Assistimos na pandemia diversos embates entre o presidente Bolsonaro e a Anvisa, nos quais a agência rebateu o presidente para manutenção da vacinação, que é uma ação de saúde pública. Em que medida o PL, ao enfraquecer o poder de decisão da Anvisa, também enfraquece a condução de políticas de saúde pública no Brasil?
É um retrocesso. No mundo, os países mais avançados nessa discussão vem colocando poder no Ministério da Saúde, é assim na Europa, por exemplo. Afinal, por mais que você queira produzir, não adianta ter produção com uma população doente ou com danos sérios ao meio ambiente. É uma perda inclusive do ponto de vista econômico, que [os defensores do PL] não estão vendo. Registrar um produto que se sabe ser venenoso, que pode gerar danos anos depois, é um risco. Ainda mais para um país que está entre um dos maiores consumidores de agrotóxicos do mundo. O ideal é que se trabalhe com tecnologias que não comportem esse perigo.

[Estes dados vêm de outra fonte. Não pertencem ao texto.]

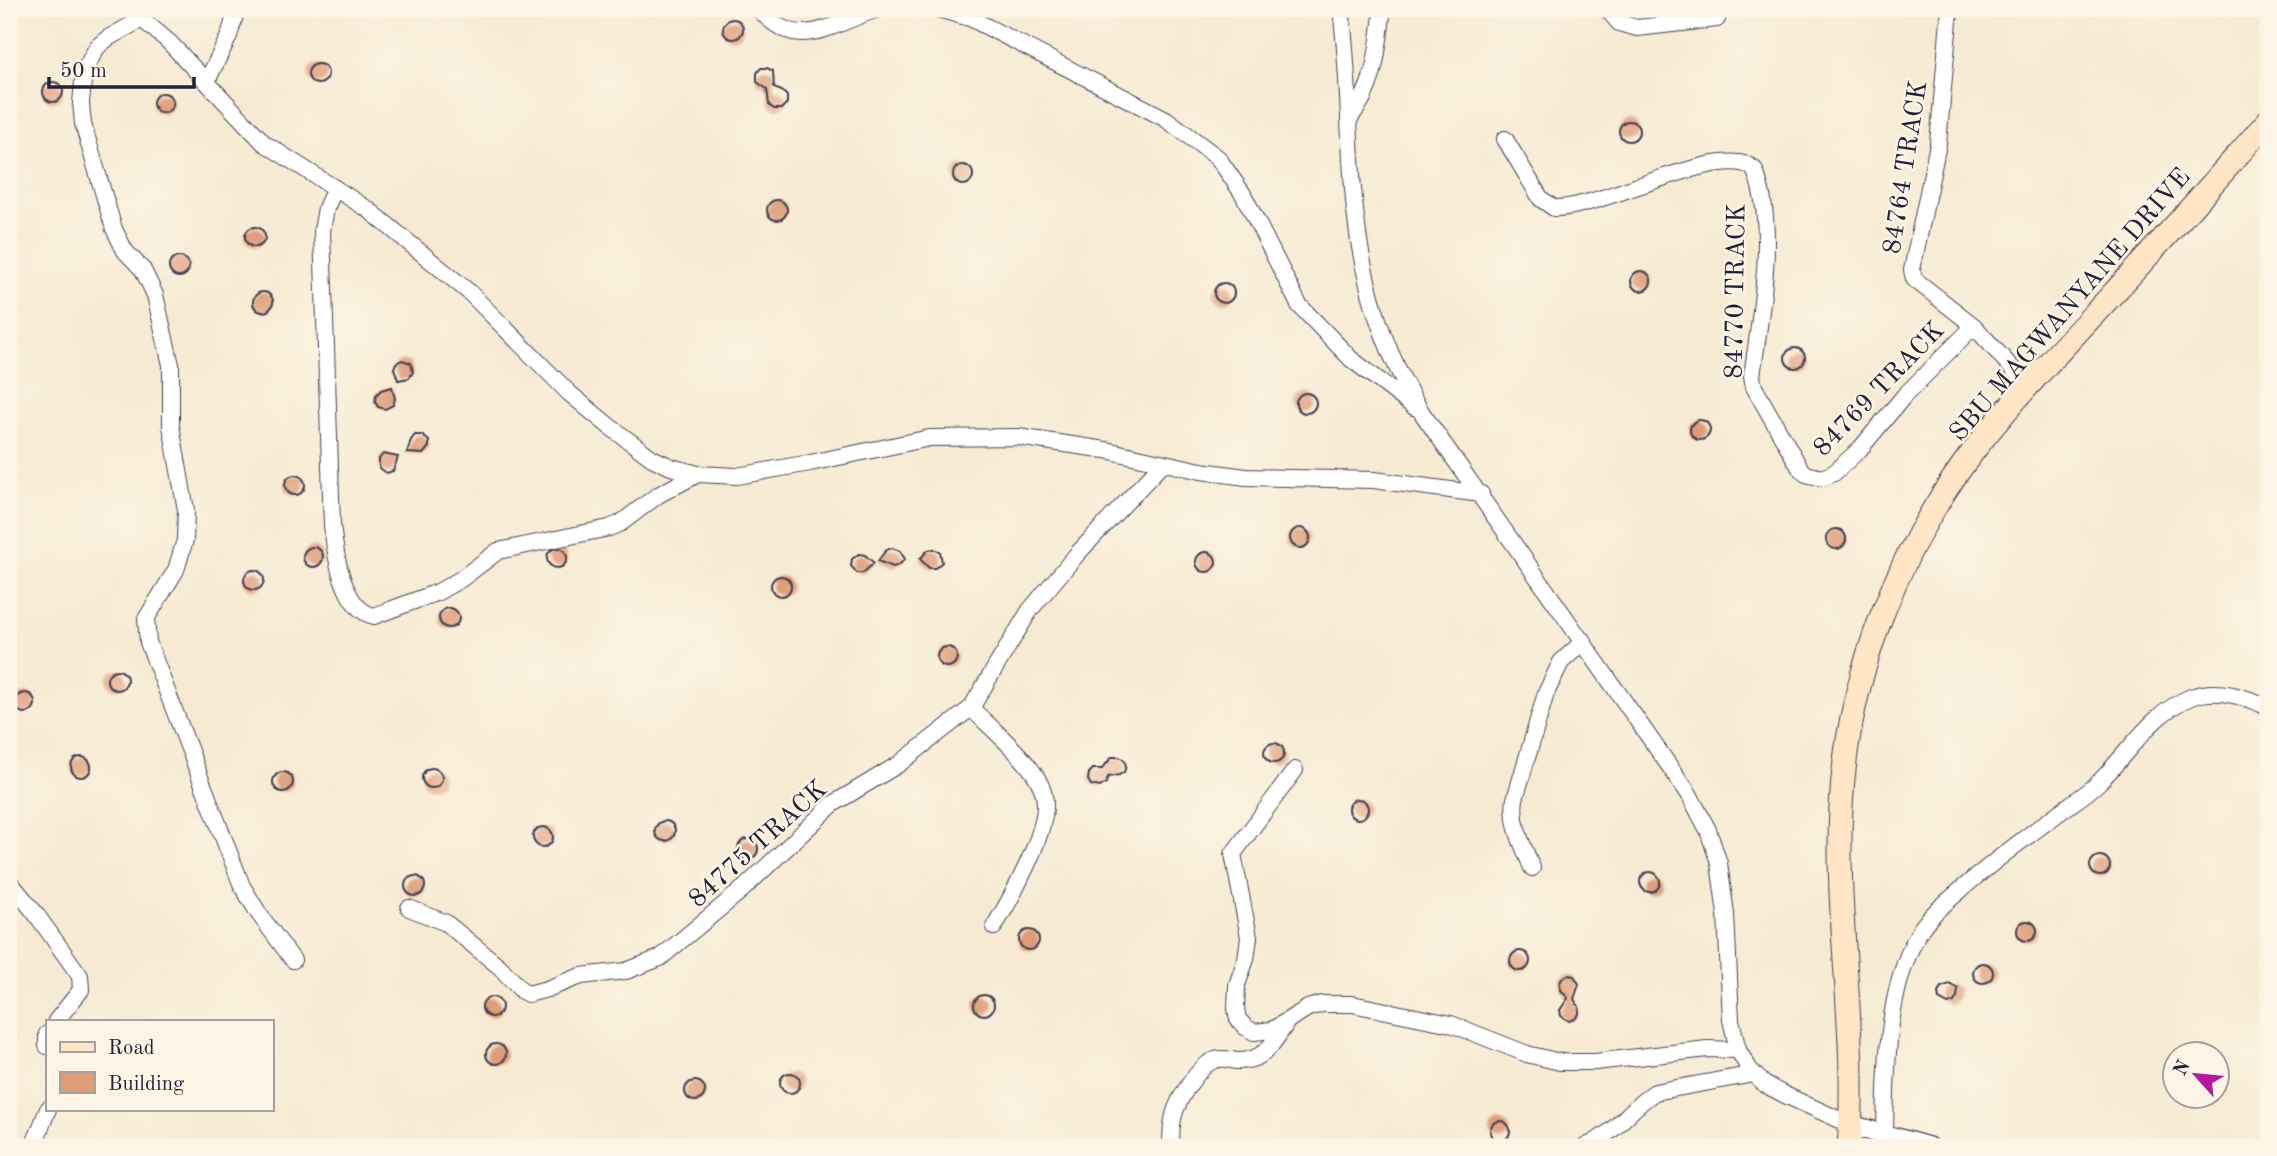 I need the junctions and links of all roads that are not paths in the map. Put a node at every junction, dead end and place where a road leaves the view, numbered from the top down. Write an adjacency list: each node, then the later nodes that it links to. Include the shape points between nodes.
1 (237, 9): 11 (street)
2 (759, 9): 3 (street, via 783,29 807,35)
3 (878, 9)
4 (938, 9): 18 (street, via 970,18 1166,119 1202,144 1243,194 1299,305 1351,359)
5 (1341, 9): 12 (street)
6 (1383, 9): 12 (street, via 1372,82)
7 (1607, 9): 10 (street, via 1619,23 1637,28)
8 (1950, 9): 16 (street, 84764 TRACK, via 1938,144 1912,262 1914,279)
9 (136, 14): 11 (street); 31 (street, via 97,47 84,71 81,103 114,229 155,295 171,365 171,426 186,510 185,540 176,570 146,619 148,642 242,886)
10 (1717, 19)
11 (207, 81): 15 (street, via 264,143)
12 (1350, 118): 18 (street, via 1367,284 1386,343)
13 (2266, 128): 17 (main road, SBU MAGWANYANE DRIVE)
14 (1505, 139): 21 (street, 84770 TRACK, via 1541,199 1554,208 1714,165 1742,162 1754,169 1763,208 1765,254 1754,387 1800,468)
15 (335, 188): 20 (street, via 469,292 608,426 652,458); 20 (street, via 322,231 335,548 338,568 361,610 371,616 438,592 498,551 621,523 658,495)
16 (1974, 326): 17 (street, 84769 TRACK); 21 (street, 84769 TRACK, via 1848,462)
17 (2028, 386): 38 (main road, SBU MAGWANYANE DRIVE, via 1963,466 1906,560 1875,634 1849,728 1840,870 1850,1037)
18 (1422, 413): 22 (street)
19 (1162, 464): 20 (street, via 1063,443 981,436 930,438 737,475); 22 (street, via 1246,477 1374,480); 25 (street, 84775 TRACK, via 1099,528 1030,610)
20 (698, 474)
21 (1818, 478)
22 (1481, 495): 23 (street)
23 (1584, 641): 27 (street, via 1554,674 1517,789 1514,820); 34 (street, via 1689,794 1708,830 1719,863 1726,914 1731,1020)
24 (2268, 707): 37 (street, via 2222,693 2193,696 2170,708 2095,786 1982,871 1935,913 1910,949 1892,1016)
25 (971, 708): 29 (street, 84775 TRACK, via 899,764 832,804 710,919 644,966 581,976 528,994 454,929); 30 (street, via 1029,768 1045,803 1026,867)
26 (1295, 770): 32 (street, via 1232,859 1249,937 1235,998 1238,1019 1245,1027 1262,1032)
27 (1532, 867)
28 (9, 881): 33 (street, via 80,976 81,990)
29 (409, 908)
30 (994, 926)
31 (293, 960)
32 (1290, 1017): 34 (street, via 1322,1004 1352,1004 1451,1024 1560,1062); 40 (street, via 1261,1056 1254,1060 1217,1059 1199,1073 1174,1114)
33 (57, 1020)
34 (1738, 1050): 35 (street)
35 (1754, 1074): 38 (street); 41 (street, via 1655,1092 1613,1131)
36 (48, 1110): 39 (street)
37 (1885, 1135): 38 (street); 42 (street)
38 (1850, 1136)
39 (33, 1147)
40 (1171, 1147)
41 (1585, 1147)
42 (1928, 1147) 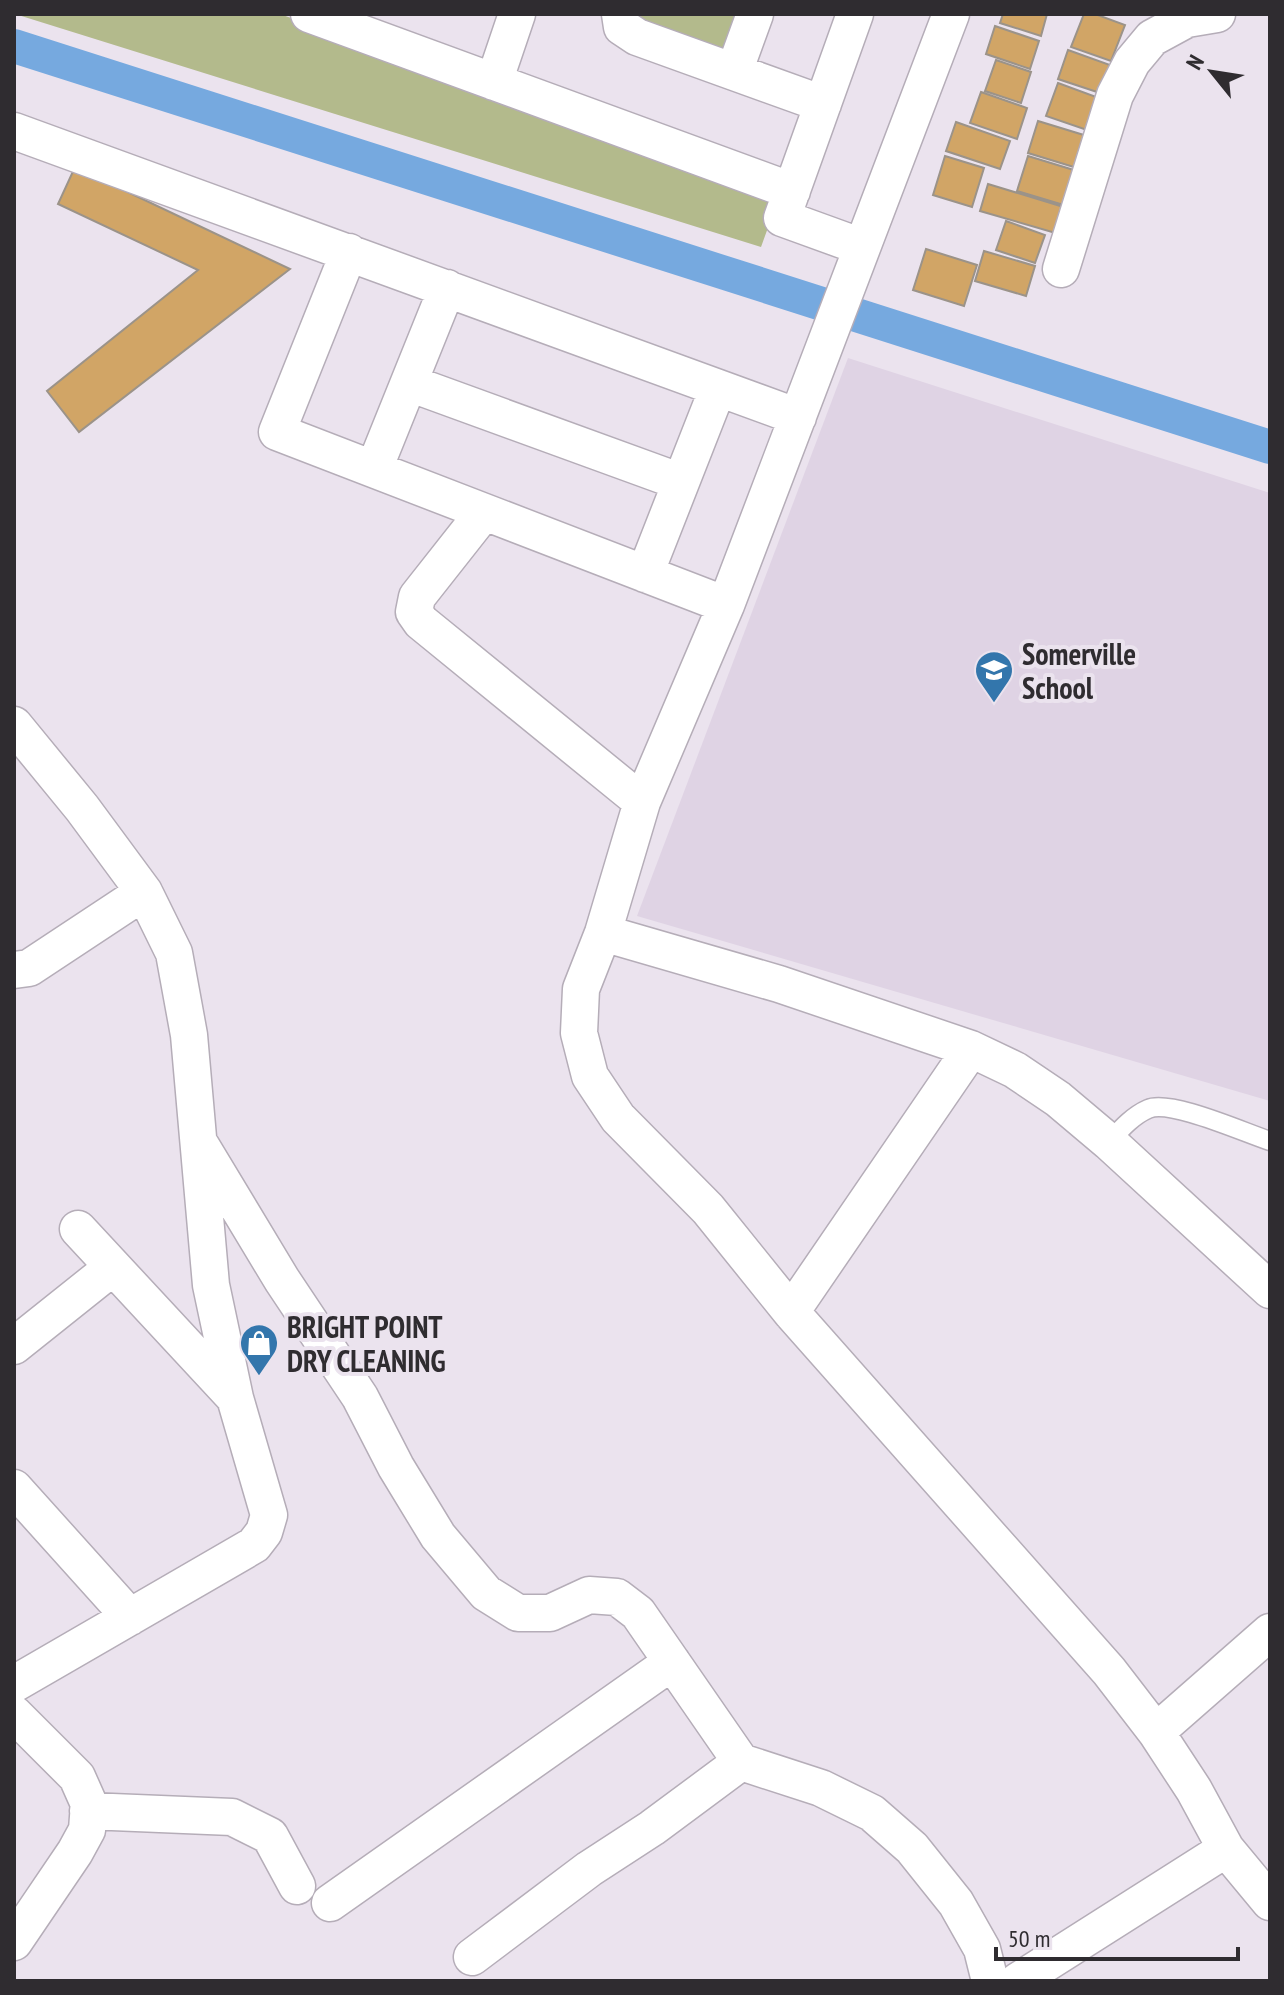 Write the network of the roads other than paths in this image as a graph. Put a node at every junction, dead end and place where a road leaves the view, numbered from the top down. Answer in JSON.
{"nodes":[{"id":1,"x":309,"y":14,"type":"edge"},
{"id":2,"x":517,"y":14,"type":"edge"},
{"id":3,"x":620,"y":14,"type":"edge"},
{"id":4,"x":755,"y":14,"type":"edge"},
{"id":5,"x":855,"y":14,"type":"edge"},
{"id":6,"x":951,"y":14,"type":"edge"},
{"id":7,"x":1217,"y":14,"type":"edge"},
{"id":8,"x":734,"y":72,"type":"junction"},
{"id":9,"x":494,"y":82,"type":"junction"},
{"id":10,"x":823,"y":104,"type":"junction"},
{"id":11,"x":14,"y":131,"type":"edge"},
{"id":12,"x":792,"y":191,"type":"junction"},
{"id":13,"x":862,"y":247,"type":"junction"},
{"id":14,"x":349,"y":252,"type":"junction"},
{"id":15,"x":1061,"y":269,"type":"dead end"},
{"id":16,"x":447,"y":288,"type":"junction"},
{"id":17,"x":409,"y":383,"type":"junction"},
{"id":18,"x":718,"y":388,"type":"junction"},
{"id":19,"x":798,"y":417,"type":"junction"},
{"id":20,"x":374,"y":469,"type":"junction"},
{"id":21,"x":681,"y":482,"type":"junction"},
{"id":22,"x":484,"y":512,"type":"junction"},
{"id":23,"x":645,"y":574,"type":"junction"},
{"id":24,"x":726,"y":605,"type":"junction"},
{"id":25,"x":14,"y":725,"type":"edge"},
{"id":26,"x":642,"y":802,"type":"junction"},
{"id":27,"x":144,"y":892,"type":"junction"},
{"id":28,"x":603,"y":933,"type":"junction"},
{"id":29,"x":14,"y":970,"type":"edge"},
{"id":30,"x":971,"y":1049,"type":"junction"},
{"id":31,"x":1270,"y":1141,"type":"edge"},
{"id":32,"x":1109,"y":1142,"type":"junction"},
{"id":33,"x":200,"y":1144,"type":"junction"},
{"id":34,"x":78,"y":1229,"type":"dead end"},
{"id":35,"x":113,"y":1267,"type":"junction"},
{"id":36,"x":1270,"y":1290,"type":"edge"},
{"id":37,"x":791,"y":1312,"type":"junction"},
{"id":38,"x":14,"y":1346,"type":"edge"},
{"id":39,"x":235,"y":1398,"type":"junction"},
{"id":40,"x":14,"y":1488,"type":"edge"},
{"id":41,"x":130,"y":1617,"type":"junction"},
{"id":42,"x":1270,"y":1632,"type":"edge"},
{"id":43,"x":672,"y":1662,"type":"junction"},
{"id":44,"x":14,"y":1684,"type":"edge"},
{"id":45,"x":14,"y":1714,"type":"edge"},
{"id":46,"x":1156,"y":1732,"type":"junction"},
{"id":47,"x":741,"y":1762,"type":"junction"},
{"id":48,"x":88,"y":1811,"type":"junction"},
{"id":49,"x":1226,"y":1849,"type":"junction"},
{"id":50,"x":297,"y":1886,"type":"dead end"},
{"id":51,"x":1270,"y":1902,"type":"edge"},
{"id":52,"x":330,"y":1903,"type":"dead end"},
{"id":53,"x":14,"y":1942,"type":"edge"},
{"id":54,"x":472,"y":1957,"type":"dead end"},
{"id":55,"x":990,"y":1981,"type":"edge"},
{"id":56,"x":1018,"y":1981,"type":"edge"}],
"edges":[{"from":1,"to":9,"type":"street"},
{"from":2,"to":9,"type":"street"},
{"from":3,"to":8,"type":"street"},
{"from":4,"to":8,"type":"street"},
{"from":5,"to":10,"type":"street"},
{"from":6,"to":13,"type":"street"},
{"from":7,"to":15,"type":"street"},
{"from":8,"to":10,"type":"street"},
{"from":9,"to":12,"type":"street"},
{"from":10,"to":12,"type":"street"},
{"from":11,"to":14,"type":"street"},
{"from":12,"to":13,"type":"street"},
{"from":13,"to":19,"type":"street"},
{"from":14,"to":16,"type":"street"},
{"from":14,"to":20,"type":"street"},
{"from":16,"to":17,"type":"street"},
{"from":16,"to":18,"type":"street"},
{"from":17,"to":20,"type":"street"},
{"from":17,"to":21,"type":"street"},
{"from":18,"to":19,"type":"street"},
{"from":18,"to":21,"type":"street"},
{"from":19,"to":24,"type":"street"},
{"from":20,"to":22,"type":"street"},
{"from":21,"to":23,"type":"street"},
{"from":22,"to":23,"type":"street"},
{"from":22,"to":26,"type":"street"},
{"from":23,"to":24,"type":"street"},
{"from":24,"to":26,"type":"street"},
{"from":25,"to":27,"type":"street"},
{"from":26,"to":28,"type":"street"},
{"from":27,"to":29,"type":"street"},
{"from":27,"to":33,"type":"street"},
{"from":28,"to":30,"type":"street"},
{"from":28,"to":37,"type":"street"},
{"from":30,"to":32,"type":"street"},
{"from":30,"to":37,"type":"street"},
{"from":31,"to":32,"type":"lane"},
{"from":32,"to":36,"type":"street"},
{"from":33,"to":39,"type":"street"},
{"from":33,"to":43,"type":"street"},
{"from":34,"to":35,"type":"street"},
{"from":35,"to":38,"type":"street"},
{"from":35,"to":39,"type":"street"},
{"from":37,"to":46,"type":"street"},
{"from":39,"to":41,"type":"street"},
{"from":40,"to":41,"type":"street"},
{"from":41,"to":44,"type":"street"},
{"from":42,"to":46,"type":"street"},
{"from":43,"to":47,"type":"street"},
{"from":43,"to":52,"type":"street"},
{"from":45,"to":48,"type":"street"},
{"from":46,"to":49,"type":"street"},
{"from":47,"to":54,"type":"street"},
{"from":47,"to":55,"type":"street"},
{"from":48,"to":50,"type":"street"},
{"from":48,"to":53,"type":"street"},
{"from":49,"to":51,"type":"street"},
{"from":49,"to":56,"type":"street"}]}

Aprovar novos produtos que oferecem riscos à saúde envolve custos como programas de monitoramento, ações fiscais, que oneram o Estado. Vamos colher os frutos dessas escolhas no futuro. A gente sabe quanto custa um câncer para o indivíduo, e quanto custa para o estado brasileiro, um tratamento que leva anos e muitas vezes se encerra com os óbitos. O mundo está caminhando para um lado, o Brasil está caminhando para o outro diametralmente oposto.